Martyn Frampton writes about Wajeha al-Huwaider:
‘Control this and we won’t have a problem’ declared the Intelligence Officer, pointing to his mouth; such was the warning administered to Wajeha al-Huwaider when she was summoned to Intelligence Headquarters in Saudi Arabia last week. Her ‘crime’? To have attempted to plan an event calling for greater rights for women in Saudi Arabia. The fact that the event itself never materialised is considered irrelevant. In the Saudi Kingdom, to have considered holding it is crime enough. In true Orwellian style, the thought of the ‘crime’ is as punishable as any actual transgression.
And as a result, Wajeha al-Huwaider, the Saudi journalist and women’s rights’ activist, has been warned to keep quiet and had her passport taken away from her.

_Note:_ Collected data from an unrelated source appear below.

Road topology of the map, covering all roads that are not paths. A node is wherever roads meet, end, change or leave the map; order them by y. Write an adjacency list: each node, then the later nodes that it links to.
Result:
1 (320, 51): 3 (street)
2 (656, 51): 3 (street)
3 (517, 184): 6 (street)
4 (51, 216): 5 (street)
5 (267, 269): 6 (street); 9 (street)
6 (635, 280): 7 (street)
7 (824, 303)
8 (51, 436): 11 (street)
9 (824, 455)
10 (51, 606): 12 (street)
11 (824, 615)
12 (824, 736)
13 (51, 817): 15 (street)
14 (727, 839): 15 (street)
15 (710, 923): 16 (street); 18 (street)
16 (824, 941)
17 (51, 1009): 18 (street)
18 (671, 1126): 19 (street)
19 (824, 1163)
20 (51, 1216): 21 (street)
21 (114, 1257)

Wajeha’s freedom of movement was removed only days before she was due to fly to Europe and then the US to address a series of conferences. The purpose of these gatherings? Broadly speaking, to analyse prospects for reform and the advance of human rights in the Saudi Kingdom! Her recent personal experience would appear to offer the starkest evidence, as to the state of play in this regard.
Last month she staged an extraordinary solo demonstration, as she walked the Fahd Causeway that links Bahrain with Saudi Arabia, carrying a placard that read, ‘Give Women their Rights!’ Unsurprisingly, she managed to get only a few hundred yards before being arrested by Saudi security forces, whereupon she was detained for several hours. Thereafter, she was released, but only when a male relative had arrived to vouch for her. “
Read the rest. The good news is that Wajeha’s passport was returned to her over the weekend.
Also, for those of us whose knowledge of Kazakhstan is gleaned entirely from Borat’s new film: Cultural Learnings of America for Make Benefit Glorious Nation of Kazakhstan, take a few minutes out to read Andrew Apostolou’s explanation of why Bush was wrong to invite Nazarbayev to the White House:
For Nazarbayev, who visited the Clinton White House twice but has not met Bush in Washington, D.C. since December 2001, the invitation is a victory. He will use the Bush White House to confirm that his autocracy has substantial U.S. support. This couldn’t come at a worse time, as a predominately Muslim Kazakhstan teeters on the brink of turning into another Saudi Arabia: corrupt at the top, with ample cause for discontent at the bottom.
There will be plenty of voices calling for President Bush to ignore these abuses because the United States already deals with leaders who are worse but more useful, such as Pakistan’s General Pervez Musharraf and Saudi Arabia’s King Abdullah. Yet Nazarbayev, who has remained steadfastly close to Russia, has little extra to offer the United States beyond his country’s limited counterterrorism capabilities and already-agreed oil-and-gas projects. Nazarbayev will burnish his image with a White House reception, but the United States could pay the price in the long run for reverting to the Cold War habit of embracing a temporarily useful local thug.